In another narration from Imam Sadiq (AS), doing good to parents, whether they are among believers (Mu'min) or disbelievers (Kafir), is known as a duty that no one can be exempted from . He also said that: “Whoever satisfies the parents has satisfied God; and whoever annoys them, has annoyed God” .
Respecting the rights of parents in Islam, whether alive or dead, is highly advised. These rights include:
Obedience to parents as far as it is not against God’s orders or unjust; a situation that one is forbidden to obey his/her parents is: “if they urge you to ascribe to Me as a partner that of which you have no knowledge, then do not obey them”(31:15). But even in this case, one should treat them kindly: “Keep their company honorably in this world” (31:15). Another case where parents’ disobedience is allowed, is when they invite to something unfair: “Be maintainers of justice and witnesses for the sake of Allah, even if it should be against yourselves or [your] parents and near relatives” (4:135).
Respecting them deeply, looking at them with affection, being humble and talking to them with a gentle voice and kind words: “Keep their company honorably in this world” (31:15); “[He has enjoined] kindness to parents.

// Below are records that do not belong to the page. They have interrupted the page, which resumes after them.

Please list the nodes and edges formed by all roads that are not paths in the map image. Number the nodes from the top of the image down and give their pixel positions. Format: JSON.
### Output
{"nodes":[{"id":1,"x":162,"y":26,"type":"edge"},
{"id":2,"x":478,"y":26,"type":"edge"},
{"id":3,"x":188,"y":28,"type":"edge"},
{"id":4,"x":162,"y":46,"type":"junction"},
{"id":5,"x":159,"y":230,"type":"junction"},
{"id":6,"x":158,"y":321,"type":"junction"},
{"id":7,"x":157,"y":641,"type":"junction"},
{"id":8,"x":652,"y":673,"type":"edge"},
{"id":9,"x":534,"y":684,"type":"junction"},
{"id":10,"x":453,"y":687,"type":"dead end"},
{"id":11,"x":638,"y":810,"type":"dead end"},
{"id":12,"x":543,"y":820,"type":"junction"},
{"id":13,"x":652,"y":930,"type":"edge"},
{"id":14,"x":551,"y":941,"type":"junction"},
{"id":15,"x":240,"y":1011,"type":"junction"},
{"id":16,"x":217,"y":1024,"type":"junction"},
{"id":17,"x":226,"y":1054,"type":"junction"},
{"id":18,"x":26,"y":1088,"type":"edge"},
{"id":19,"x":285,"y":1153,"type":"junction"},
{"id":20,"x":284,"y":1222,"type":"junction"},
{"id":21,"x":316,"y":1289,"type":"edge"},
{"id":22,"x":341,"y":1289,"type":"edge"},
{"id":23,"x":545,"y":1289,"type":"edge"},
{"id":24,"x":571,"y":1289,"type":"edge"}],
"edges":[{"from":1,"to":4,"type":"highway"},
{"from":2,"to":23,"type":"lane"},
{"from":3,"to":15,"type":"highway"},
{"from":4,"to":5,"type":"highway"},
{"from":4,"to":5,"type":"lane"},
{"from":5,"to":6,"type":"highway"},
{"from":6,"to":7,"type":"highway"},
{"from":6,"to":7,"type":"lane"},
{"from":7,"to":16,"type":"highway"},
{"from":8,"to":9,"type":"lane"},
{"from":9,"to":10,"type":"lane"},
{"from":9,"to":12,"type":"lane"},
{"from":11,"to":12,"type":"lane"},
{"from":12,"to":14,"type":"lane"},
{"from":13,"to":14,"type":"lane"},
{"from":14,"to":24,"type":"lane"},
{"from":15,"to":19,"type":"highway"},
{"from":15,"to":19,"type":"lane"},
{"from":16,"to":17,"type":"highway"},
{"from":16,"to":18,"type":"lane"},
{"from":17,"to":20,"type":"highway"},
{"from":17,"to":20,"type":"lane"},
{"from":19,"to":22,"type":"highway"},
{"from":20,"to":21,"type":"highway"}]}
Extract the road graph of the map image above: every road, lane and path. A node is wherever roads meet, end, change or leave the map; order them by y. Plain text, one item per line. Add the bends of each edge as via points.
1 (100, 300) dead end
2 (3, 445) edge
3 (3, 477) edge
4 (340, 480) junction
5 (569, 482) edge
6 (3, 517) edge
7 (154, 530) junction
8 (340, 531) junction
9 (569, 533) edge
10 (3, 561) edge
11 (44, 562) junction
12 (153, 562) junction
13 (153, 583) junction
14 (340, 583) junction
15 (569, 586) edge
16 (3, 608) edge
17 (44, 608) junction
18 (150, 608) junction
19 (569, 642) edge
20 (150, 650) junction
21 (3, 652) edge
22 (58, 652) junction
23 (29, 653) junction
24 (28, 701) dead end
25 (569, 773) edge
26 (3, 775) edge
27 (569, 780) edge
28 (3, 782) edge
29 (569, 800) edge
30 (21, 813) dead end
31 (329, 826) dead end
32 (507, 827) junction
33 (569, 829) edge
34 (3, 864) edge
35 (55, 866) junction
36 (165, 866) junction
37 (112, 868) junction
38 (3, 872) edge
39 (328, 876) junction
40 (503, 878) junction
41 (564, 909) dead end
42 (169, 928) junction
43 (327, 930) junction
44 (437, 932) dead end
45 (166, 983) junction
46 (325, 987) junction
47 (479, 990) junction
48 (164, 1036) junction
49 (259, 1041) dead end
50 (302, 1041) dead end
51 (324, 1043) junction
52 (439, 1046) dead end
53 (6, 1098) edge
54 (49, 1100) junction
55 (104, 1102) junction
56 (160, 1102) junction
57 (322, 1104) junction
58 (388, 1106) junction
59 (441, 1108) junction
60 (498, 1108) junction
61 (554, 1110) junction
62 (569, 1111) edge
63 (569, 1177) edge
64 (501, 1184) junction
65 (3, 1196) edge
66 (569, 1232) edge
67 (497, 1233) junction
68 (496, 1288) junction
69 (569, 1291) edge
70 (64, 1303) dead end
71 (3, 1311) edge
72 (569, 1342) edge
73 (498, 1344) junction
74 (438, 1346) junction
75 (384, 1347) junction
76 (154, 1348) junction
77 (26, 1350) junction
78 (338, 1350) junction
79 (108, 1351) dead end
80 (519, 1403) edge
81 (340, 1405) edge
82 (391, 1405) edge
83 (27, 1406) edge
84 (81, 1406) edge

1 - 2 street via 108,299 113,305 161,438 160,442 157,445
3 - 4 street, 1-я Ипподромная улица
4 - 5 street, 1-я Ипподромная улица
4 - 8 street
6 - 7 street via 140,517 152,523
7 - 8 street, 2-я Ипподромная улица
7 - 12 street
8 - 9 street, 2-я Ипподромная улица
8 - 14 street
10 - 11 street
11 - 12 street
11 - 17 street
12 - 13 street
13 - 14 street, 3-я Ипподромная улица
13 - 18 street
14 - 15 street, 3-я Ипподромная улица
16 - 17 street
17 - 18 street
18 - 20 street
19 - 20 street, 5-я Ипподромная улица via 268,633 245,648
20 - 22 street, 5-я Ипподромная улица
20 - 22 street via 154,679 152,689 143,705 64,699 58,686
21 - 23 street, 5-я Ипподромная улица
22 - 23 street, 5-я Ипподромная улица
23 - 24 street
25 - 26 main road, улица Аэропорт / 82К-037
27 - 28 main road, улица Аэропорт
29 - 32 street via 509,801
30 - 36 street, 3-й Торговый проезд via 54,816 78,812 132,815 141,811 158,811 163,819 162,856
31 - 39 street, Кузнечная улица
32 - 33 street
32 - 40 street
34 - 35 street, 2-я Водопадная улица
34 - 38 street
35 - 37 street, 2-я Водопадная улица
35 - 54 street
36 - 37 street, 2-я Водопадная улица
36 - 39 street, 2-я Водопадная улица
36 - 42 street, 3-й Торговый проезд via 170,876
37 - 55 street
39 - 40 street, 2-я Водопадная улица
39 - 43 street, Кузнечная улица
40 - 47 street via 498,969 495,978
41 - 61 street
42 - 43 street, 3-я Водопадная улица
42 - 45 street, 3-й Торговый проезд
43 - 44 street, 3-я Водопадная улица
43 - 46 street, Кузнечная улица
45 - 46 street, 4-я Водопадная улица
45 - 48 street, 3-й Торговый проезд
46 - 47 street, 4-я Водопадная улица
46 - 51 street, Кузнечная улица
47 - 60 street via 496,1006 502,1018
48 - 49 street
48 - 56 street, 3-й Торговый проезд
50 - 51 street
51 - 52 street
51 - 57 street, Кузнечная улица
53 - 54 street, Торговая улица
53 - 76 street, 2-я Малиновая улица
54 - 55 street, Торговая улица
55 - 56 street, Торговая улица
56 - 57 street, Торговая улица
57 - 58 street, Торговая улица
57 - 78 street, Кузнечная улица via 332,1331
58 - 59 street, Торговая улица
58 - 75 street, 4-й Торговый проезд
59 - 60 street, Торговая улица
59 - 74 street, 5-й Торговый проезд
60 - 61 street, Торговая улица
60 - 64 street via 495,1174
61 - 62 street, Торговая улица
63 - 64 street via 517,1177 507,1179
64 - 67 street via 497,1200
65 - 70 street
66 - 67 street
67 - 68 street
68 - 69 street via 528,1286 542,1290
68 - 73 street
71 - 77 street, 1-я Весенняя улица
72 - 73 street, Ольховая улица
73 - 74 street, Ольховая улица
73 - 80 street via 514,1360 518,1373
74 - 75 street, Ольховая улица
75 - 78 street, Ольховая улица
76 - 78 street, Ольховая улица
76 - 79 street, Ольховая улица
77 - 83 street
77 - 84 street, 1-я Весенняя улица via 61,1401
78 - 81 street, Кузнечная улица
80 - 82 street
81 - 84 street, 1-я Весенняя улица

Should any of them or both reach old age at your side, do not say to them, ‘Fie!’ And do not chide them, but speak to them noble words” (17:23); “And lower to them the wing of humility out of mercy” (17:24). In a narration from Imam Reza (AS), saying “Fie” to parents is believed to be the last thing that bothers them; hence, anything greater than that must be definitely avoided. Of other narrations in this regard are: “If your parents upset you, do not react badly; if they hit you, do not react the same but tell them ‘May God forgive you’”; “… do not look at your parents except with a kind look, do not raise your voice on them, nor your hands over their hands, nor walk further than them ” ; “whoever looks at his parents with hatred, even if they oppress him, Allah will not accept a single prayer from him” ; “Insolence includes a man’s looking at his parents with a sharp gaze” .
Being humble regarding parents: “Lower the wing of humility to them, mercifully” (17:24). This humility must arise from deep in your heart and originate from your real affections.
Treat them well: "When We took a pledge from the Children of Israel: ‘Worship no one but Allah, do good to your parents” (2:83). This verse of the Quran reveals that everybody, whether Muslim or not, must treat the parents well.
Imam Hussain (AS) was asked about the meaning of treating well in this verse. The answer was briefly that it means to treat them with ultimate compassion, to show them great respect during their companionship, not to oblige them to ask for what they need but provide them before they mention it . One of the best deeds in Eid al-Adha is said to be doing good to parents .
Being beneficent to parents is a duty upon children when they are alive as well as after they pass away. Imam Sadiq (AS) said: “What prevents you from doing good to your parents? Pray [ii], donate, perform the holy pilgrimage (Hajj) and fast (Sawm) in their place because God awards you a lot in return for your good deeds” . It is also said that: "Whoever visits his parents' grave on Fridays, will be forgiven and will be among the virtuous" .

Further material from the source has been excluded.